Hari itu, 7 Februari 1994, saya bersama 2 teman saya lainnya, yaitu; dr. Artur Corte Real,Sp.D (alumnus FK UNUD yang mendapatkan gelar Spesialis Penyakit Dalam dari Universitas St. Tomas Filipina/saat ini sedang melanjutkan studi di FK UI, mengambil Sub Cardiologi), dan Sdr. Tadeu Francisco de Araujo (alumnus FE UNDIKNAS/mantan Ketua II IMPETTU Bali)/periode 1993-1998), diberi sejumlah uang oleh Bapak Manuel Carrascalao.

Bermodalkan uang pemberian Bapak Manuel Carrascalao, saya langsung booking tiket pesawat pada 7 Februari 1994. Pada 8 Februari 1994, saya menuju Dili. Pada 14 Februari 1994, saya menuju Atsabe. Sekadar informasi, kota Atsabe adalah sebuah kota kecil, yang terletak sekitar 95 KM sebelah barat daya kota Dili. Di kota inilah Presiden Timor Leste saat ini, Prof. Em. Jose Manuel Ramos Horta, tumbuh dan berkembang. Dulu, jaman Portugis, ayah Beliau, Manuel Horta, menjabat sebagai Admnistrador Kecamatan Atsabe.

Juga di kota inilah lahir salah satu “Bangsawan Timor Leste”, yang ikut menanda-tangani Declarasi Balibo, yaitu Raja Guilherme Maria Goncalves (mantan Gubernur Tim-Tim kedua). Wilayah Kecamatan Atsabe adalah satu-satunya wilayah di Timor Leste yang dikenal sebagai; Daerah Bali. Mengapa dijuluki demikian? Belum saatnya untuk dibahas di sini. Barang kali karena Atsabe dijuluki sebagai “Daerah Bali” itulah, saya yang kebetulan kelahiran Atsabe betah tinggal di Bali hingga saat ini.

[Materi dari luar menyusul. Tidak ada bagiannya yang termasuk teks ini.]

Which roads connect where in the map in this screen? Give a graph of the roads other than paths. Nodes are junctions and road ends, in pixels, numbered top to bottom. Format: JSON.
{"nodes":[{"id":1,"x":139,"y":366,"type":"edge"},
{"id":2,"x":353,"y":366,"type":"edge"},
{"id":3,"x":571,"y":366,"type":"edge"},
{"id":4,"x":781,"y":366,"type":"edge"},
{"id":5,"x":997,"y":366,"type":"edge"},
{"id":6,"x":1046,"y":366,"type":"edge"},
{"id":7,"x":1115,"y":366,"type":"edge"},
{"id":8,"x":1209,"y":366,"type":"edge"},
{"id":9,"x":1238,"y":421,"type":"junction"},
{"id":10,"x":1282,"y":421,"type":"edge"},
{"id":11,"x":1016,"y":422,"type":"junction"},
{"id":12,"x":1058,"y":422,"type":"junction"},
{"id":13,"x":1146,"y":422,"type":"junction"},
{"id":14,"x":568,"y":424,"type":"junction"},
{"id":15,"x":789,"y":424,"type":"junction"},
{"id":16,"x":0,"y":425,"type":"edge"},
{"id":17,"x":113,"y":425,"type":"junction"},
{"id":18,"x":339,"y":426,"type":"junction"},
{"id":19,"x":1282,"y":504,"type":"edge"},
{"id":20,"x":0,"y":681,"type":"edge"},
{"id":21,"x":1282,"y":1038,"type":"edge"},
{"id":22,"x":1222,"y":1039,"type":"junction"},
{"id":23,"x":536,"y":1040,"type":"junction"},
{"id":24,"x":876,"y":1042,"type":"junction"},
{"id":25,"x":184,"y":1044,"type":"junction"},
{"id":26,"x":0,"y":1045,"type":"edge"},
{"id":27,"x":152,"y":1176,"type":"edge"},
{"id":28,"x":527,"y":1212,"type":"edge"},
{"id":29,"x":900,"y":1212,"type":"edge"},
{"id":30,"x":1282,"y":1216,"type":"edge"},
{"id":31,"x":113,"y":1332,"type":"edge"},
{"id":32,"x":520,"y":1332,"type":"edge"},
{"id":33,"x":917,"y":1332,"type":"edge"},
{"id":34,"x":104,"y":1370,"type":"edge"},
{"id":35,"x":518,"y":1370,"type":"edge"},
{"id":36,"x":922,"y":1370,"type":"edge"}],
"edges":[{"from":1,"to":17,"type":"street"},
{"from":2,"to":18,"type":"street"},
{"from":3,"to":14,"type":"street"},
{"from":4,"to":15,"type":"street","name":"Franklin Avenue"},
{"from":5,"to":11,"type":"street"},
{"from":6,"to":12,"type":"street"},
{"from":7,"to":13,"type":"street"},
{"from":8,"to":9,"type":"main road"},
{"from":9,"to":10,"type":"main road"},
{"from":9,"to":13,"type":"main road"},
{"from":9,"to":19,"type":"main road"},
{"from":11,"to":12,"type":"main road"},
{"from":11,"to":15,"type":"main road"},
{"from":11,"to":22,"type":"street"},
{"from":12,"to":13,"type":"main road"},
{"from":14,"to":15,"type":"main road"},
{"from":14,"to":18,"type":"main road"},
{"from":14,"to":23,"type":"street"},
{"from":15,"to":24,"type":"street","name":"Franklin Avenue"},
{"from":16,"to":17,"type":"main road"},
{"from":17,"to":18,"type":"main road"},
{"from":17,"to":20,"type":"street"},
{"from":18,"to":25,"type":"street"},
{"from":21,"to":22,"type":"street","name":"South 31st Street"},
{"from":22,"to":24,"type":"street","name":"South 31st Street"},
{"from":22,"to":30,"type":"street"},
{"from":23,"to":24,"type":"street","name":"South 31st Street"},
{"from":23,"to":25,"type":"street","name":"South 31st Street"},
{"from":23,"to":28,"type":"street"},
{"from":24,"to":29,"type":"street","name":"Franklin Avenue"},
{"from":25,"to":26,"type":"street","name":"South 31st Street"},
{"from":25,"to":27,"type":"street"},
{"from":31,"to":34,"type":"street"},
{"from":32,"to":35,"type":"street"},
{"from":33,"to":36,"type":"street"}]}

Setelah berada di kota Atsabe, pada 17 Februari 1994, saya dan serombongan pria mencoba berangkat ke Bukit Sion. Tapi hari itu jalur yang akan kami lalui sedang terjadi kontak senjata antara TNI dan Falintil. Terjadi kejar-kejaran antara TNI dan Falintil. Hari itu salah satu anggota Falintil bernama Pedro, ibu jarinya putus terkena tembakan TNI. Saat ini yang bersangkutan masih hidup.

Gara-gara kontak senjata pada 17 Februari 1994, kami lari kocar-kacir, kembali ke Atsabe. Orang-orang yang sebelumnya sudah bersedia mendampingi saya ke Bukit Sion, mengurungkan niat mereka. Mereka menyarankan, sebaiknya kepergian ke Bukit Sion dibatalkan saja, karena sedang tidak aman. Mereka pada ketakutan karena trauma. Akhirnya malam itu saya datang berdoa di Gereja St. Yoseph di kota Atsabe. Saya berdoa di sana lama sekali hingga tengah malam. Dalam keadaan trance, St. Yoseph menampakkan diri dan berjanji akan mengirimkan seekor anjing untuk membimbing saya menuju Bukit Sion. Malam itu saya tertidur di dalam Gereja St. Yoseph. Dinginnya minta ampun. Rasanya tulang ini mau patah.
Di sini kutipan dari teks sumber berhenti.